Every line holding the string "Sahuaro" is to be copied from the entries below.

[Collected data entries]
- - - -

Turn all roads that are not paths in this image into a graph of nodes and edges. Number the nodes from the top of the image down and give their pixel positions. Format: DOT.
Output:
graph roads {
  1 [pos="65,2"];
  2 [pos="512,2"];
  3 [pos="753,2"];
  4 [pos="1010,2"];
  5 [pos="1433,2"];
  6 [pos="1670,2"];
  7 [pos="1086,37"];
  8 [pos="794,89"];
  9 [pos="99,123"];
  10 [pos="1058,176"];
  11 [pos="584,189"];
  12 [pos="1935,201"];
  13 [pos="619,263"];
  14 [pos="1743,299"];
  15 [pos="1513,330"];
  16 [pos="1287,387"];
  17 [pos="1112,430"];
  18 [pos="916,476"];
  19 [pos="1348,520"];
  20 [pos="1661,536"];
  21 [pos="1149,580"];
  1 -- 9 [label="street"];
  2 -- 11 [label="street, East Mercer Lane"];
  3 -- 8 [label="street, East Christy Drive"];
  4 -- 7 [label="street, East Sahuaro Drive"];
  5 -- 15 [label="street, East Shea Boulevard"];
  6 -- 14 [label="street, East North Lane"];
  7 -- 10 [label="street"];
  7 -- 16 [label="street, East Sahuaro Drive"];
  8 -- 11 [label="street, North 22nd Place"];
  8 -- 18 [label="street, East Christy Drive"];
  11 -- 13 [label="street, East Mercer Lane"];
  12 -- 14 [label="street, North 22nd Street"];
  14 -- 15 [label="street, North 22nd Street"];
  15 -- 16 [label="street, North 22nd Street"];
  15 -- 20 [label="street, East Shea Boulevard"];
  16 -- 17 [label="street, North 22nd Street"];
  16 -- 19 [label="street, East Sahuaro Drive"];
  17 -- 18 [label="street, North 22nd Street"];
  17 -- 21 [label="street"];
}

- - - -

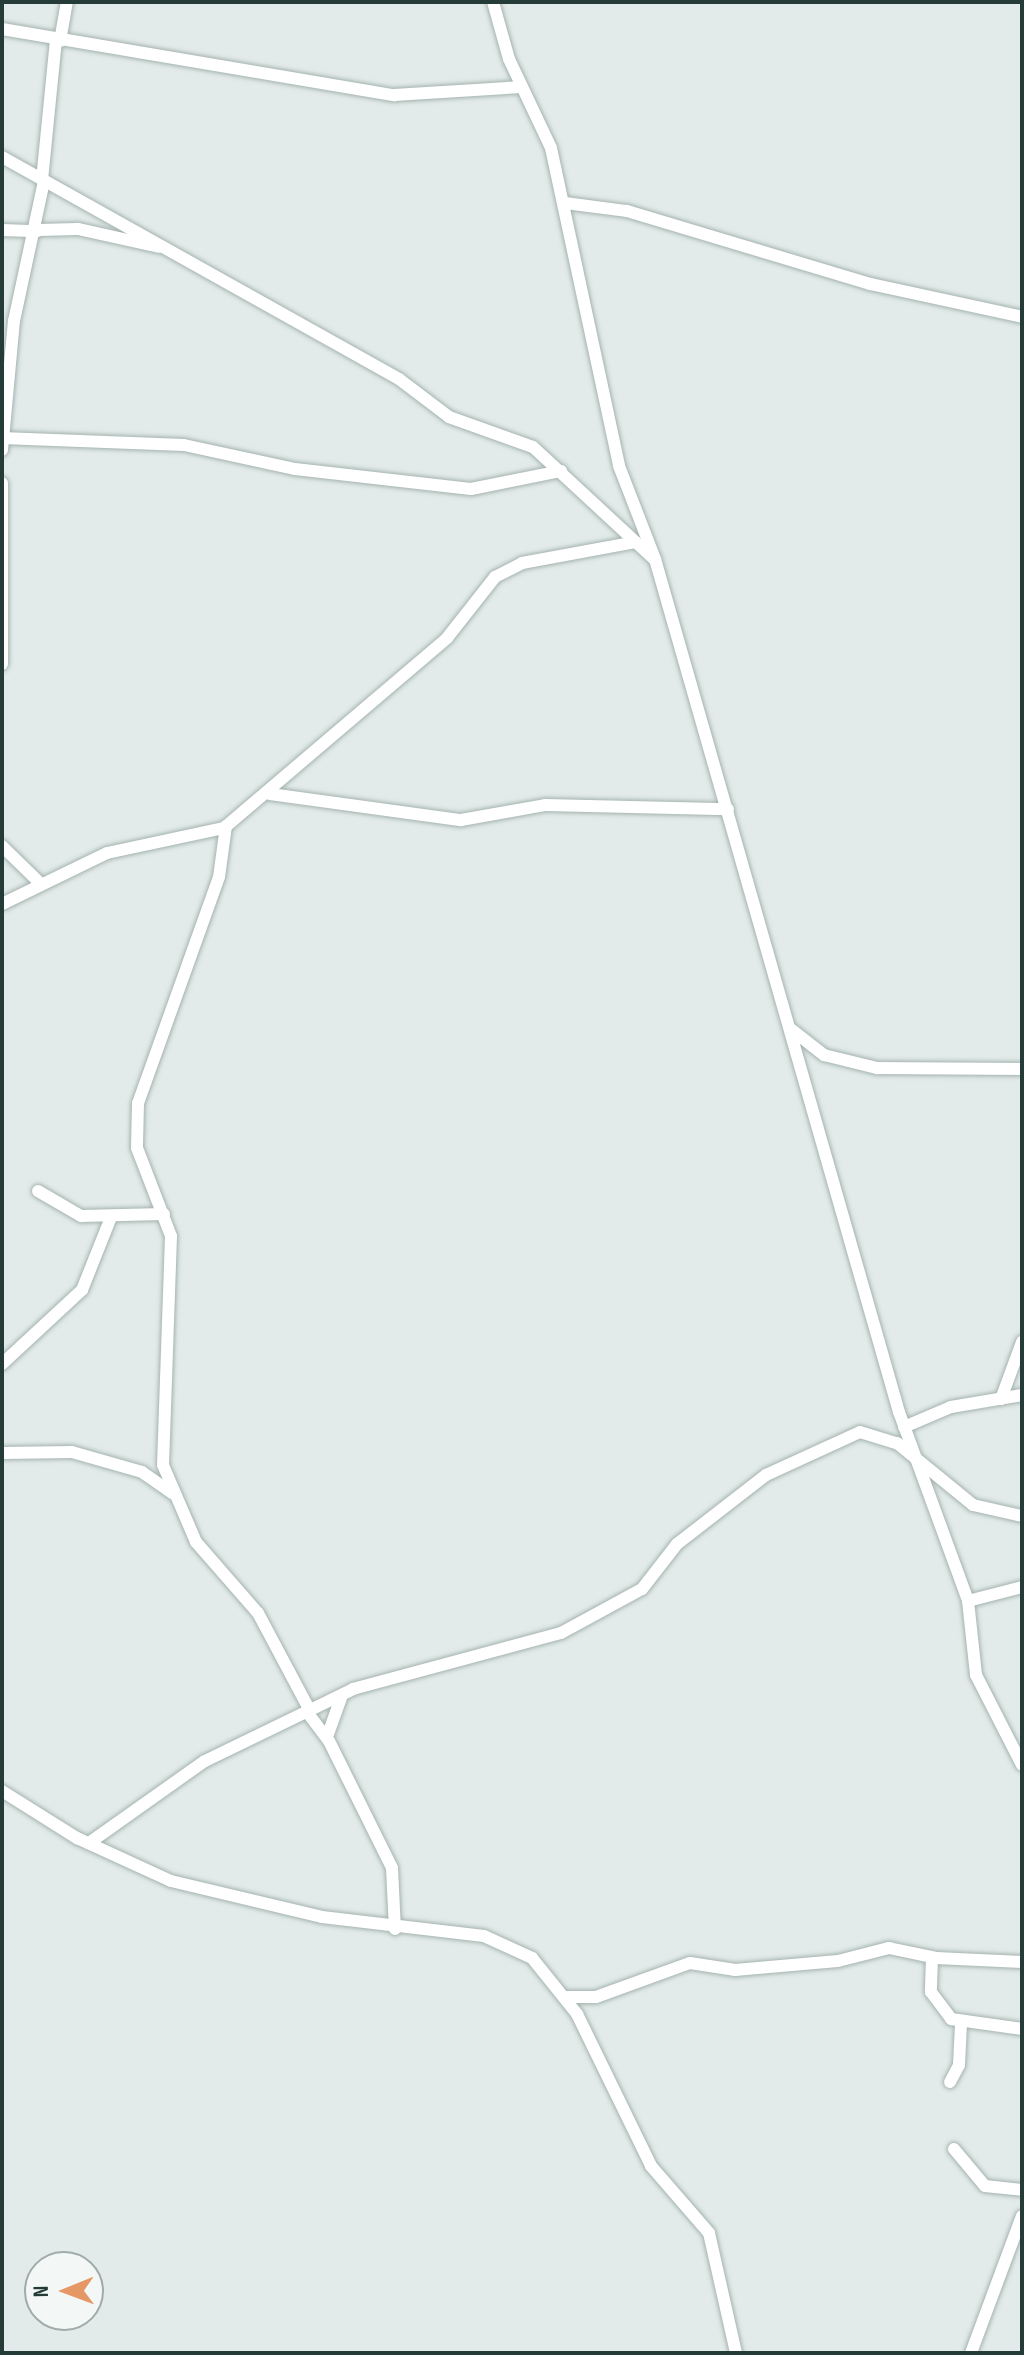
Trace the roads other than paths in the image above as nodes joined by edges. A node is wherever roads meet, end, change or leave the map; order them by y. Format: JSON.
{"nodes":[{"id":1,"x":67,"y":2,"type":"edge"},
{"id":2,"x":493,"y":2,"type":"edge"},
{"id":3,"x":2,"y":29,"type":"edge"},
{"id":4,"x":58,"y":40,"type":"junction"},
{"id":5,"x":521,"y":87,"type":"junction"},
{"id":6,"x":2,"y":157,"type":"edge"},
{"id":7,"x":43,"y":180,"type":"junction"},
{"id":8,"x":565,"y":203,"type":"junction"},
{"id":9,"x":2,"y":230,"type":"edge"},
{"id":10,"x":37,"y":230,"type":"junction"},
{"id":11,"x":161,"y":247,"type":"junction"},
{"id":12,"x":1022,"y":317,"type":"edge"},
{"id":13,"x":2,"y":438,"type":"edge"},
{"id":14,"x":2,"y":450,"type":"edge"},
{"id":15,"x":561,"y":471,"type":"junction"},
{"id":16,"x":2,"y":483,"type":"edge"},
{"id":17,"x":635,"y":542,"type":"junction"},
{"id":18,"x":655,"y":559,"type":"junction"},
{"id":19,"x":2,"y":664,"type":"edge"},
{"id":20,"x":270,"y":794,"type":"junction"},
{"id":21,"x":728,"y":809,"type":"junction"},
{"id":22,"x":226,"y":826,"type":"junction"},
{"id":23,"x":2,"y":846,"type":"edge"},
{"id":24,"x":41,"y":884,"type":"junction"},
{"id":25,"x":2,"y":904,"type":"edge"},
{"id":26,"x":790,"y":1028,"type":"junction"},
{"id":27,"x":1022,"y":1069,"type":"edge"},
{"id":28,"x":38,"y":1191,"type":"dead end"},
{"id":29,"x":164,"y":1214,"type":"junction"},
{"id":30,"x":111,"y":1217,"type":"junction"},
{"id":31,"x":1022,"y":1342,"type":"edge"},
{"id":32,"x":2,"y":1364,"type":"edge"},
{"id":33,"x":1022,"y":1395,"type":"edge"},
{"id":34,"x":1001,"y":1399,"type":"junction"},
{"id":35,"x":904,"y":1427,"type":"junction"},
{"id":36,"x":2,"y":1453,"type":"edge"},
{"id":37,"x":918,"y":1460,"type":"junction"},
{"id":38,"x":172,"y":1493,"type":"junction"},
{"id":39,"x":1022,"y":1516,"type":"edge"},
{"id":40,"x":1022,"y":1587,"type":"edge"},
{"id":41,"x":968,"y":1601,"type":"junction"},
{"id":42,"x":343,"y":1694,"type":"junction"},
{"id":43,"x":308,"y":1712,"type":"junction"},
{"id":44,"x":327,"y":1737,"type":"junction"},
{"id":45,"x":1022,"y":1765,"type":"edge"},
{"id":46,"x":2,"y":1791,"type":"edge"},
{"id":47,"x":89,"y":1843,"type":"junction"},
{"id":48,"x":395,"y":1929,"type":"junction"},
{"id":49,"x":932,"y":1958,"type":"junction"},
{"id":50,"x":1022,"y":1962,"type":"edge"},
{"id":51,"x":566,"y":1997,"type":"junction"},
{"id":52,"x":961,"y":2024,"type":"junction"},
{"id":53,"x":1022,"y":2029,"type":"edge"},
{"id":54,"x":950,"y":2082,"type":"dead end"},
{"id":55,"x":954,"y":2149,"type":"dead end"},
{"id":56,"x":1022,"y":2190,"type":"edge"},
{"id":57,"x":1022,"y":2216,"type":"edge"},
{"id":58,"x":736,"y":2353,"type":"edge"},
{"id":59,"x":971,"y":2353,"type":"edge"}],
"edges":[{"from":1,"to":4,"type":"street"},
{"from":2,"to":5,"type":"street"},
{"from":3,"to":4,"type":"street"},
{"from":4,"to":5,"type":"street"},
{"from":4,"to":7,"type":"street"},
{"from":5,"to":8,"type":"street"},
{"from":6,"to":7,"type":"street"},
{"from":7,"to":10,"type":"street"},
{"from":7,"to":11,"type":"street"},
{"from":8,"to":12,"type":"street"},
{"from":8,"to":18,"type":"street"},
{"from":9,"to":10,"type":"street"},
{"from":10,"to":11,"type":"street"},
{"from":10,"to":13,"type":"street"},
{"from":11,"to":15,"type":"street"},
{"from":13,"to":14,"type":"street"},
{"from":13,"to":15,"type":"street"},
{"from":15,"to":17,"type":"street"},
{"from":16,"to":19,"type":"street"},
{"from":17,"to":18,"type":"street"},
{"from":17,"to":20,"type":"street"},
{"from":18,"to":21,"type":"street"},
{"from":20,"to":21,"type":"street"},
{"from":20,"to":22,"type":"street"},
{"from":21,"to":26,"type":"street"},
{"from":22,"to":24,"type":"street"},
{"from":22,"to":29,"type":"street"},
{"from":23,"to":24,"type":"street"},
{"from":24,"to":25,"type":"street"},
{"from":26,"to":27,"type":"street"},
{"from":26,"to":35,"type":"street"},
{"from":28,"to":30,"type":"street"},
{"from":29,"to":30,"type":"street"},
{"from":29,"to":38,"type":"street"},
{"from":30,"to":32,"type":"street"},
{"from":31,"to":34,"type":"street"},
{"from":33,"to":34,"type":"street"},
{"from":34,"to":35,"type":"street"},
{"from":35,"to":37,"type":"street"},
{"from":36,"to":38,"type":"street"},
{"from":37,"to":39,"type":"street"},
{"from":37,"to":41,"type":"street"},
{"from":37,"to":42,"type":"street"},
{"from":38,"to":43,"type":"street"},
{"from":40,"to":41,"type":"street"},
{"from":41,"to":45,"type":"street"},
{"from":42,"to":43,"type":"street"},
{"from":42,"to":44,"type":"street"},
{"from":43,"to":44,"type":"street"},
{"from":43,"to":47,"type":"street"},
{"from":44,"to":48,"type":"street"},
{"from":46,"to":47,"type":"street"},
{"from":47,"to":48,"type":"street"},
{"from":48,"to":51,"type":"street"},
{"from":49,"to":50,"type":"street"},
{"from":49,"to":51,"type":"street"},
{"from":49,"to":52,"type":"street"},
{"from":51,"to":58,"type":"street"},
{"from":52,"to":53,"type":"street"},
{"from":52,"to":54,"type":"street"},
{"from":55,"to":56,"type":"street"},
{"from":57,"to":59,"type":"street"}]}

- - - -

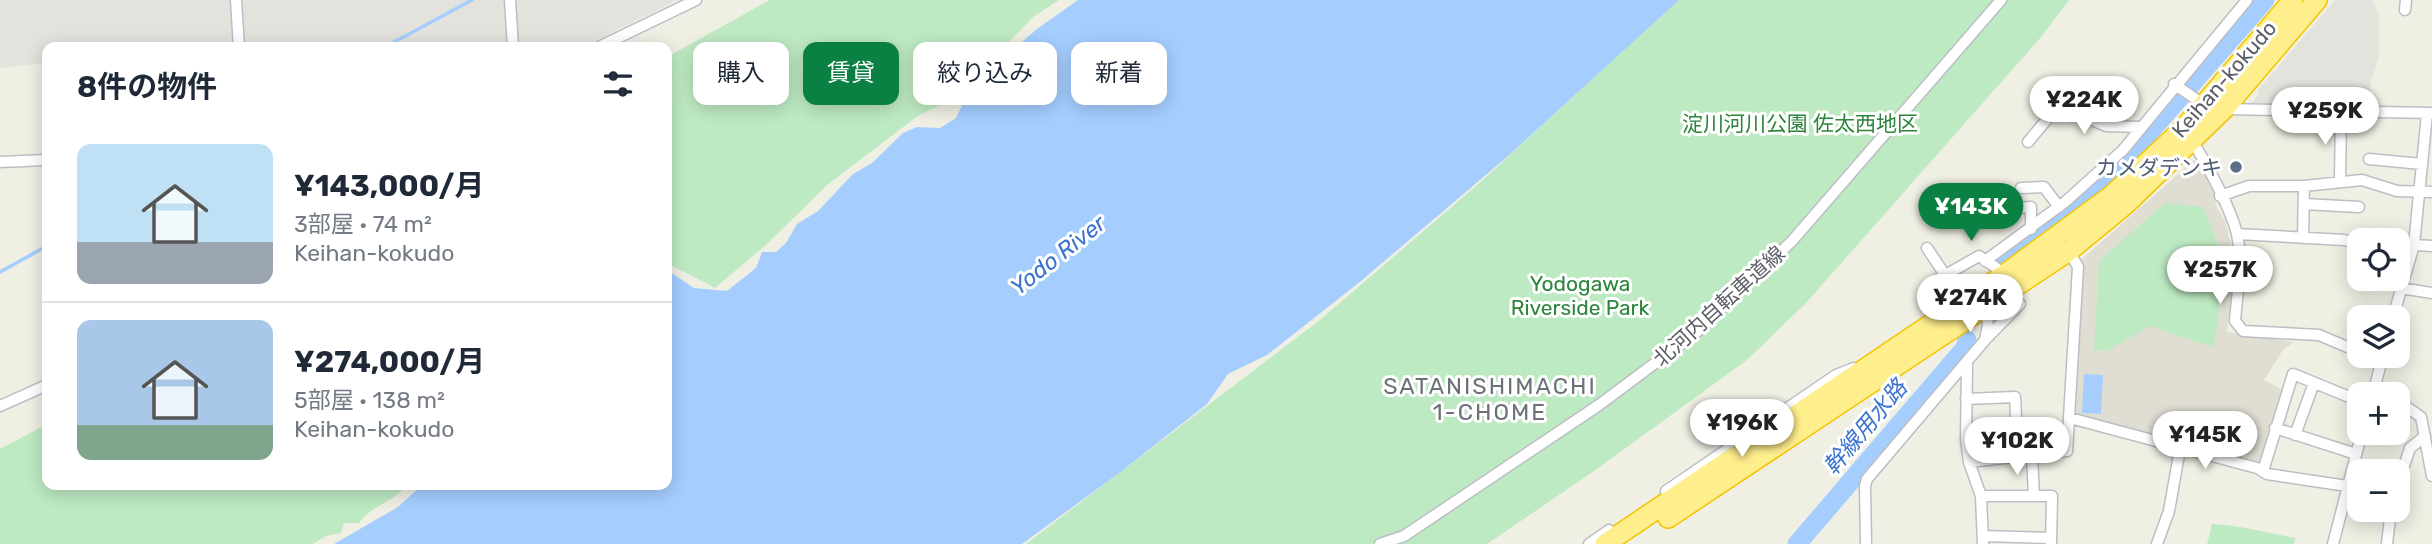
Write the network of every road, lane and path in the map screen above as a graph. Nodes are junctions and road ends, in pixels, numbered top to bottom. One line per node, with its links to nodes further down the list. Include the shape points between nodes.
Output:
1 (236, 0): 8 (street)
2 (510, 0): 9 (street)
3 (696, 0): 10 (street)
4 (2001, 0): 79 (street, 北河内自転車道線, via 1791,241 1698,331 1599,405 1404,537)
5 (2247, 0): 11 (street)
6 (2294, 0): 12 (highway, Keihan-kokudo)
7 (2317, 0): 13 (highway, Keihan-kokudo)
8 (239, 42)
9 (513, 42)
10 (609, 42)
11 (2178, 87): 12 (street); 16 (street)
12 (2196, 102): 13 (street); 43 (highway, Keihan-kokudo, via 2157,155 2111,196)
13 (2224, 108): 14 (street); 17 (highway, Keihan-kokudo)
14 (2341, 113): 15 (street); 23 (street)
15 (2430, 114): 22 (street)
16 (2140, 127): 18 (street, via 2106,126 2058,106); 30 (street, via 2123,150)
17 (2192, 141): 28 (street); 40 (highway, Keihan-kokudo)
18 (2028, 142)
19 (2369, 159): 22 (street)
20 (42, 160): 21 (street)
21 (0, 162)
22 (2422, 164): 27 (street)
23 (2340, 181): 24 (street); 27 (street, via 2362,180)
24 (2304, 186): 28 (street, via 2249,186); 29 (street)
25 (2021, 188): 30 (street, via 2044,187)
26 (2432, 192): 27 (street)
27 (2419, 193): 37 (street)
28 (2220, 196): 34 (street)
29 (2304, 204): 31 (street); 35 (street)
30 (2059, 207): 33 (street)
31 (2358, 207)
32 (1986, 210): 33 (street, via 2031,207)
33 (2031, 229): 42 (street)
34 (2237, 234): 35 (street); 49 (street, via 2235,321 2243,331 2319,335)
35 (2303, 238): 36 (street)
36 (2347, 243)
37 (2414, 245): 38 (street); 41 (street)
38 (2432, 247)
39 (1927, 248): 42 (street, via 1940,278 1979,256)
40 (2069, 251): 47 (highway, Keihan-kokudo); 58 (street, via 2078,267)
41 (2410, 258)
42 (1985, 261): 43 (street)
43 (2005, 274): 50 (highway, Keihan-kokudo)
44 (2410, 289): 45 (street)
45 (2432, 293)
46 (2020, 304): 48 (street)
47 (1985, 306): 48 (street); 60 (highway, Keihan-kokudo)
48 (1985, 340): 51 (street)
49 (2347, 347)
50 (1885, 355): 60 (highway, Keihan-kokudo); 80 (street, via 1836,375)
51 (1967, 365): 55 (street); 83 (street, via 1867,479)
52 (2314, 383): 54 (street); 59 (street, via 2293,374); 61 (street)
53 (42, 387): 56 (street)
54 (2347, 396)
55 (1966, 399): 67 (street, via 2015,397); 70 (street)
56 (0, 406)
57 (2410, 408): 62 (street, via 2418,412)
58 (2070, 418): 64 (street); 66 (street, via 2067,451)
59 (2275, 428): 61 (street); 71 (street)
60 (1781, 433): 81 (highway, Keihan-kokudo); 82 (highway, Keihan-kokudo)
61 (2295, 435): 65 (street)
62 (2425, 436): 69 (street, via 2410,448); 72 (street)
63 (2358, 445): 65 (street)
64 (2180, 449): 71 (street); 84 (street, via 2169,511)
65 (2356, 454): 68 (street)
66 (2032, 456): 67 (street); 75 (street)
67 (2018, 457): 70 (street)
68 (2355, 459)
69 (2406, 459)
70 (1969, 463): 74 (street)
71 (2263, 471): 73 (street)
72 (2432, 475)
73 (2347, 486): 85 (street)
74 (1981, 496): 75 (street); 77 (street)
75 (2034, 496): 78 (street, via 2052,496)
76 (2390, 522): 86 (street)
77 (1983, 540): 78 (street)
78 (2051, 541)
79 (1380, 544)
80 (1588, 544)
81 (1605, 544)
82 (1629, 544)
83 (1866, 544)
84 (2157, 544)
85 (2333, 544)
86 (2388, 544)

- - - -

Solution for this problem ::
  4 -- 7 [label="street, East Sahuaro Drive"];
  7 -- 16 [label="street, East Sahuaro Drive"];
  16 -- 19 [label="street, East Sahuaro Drive"];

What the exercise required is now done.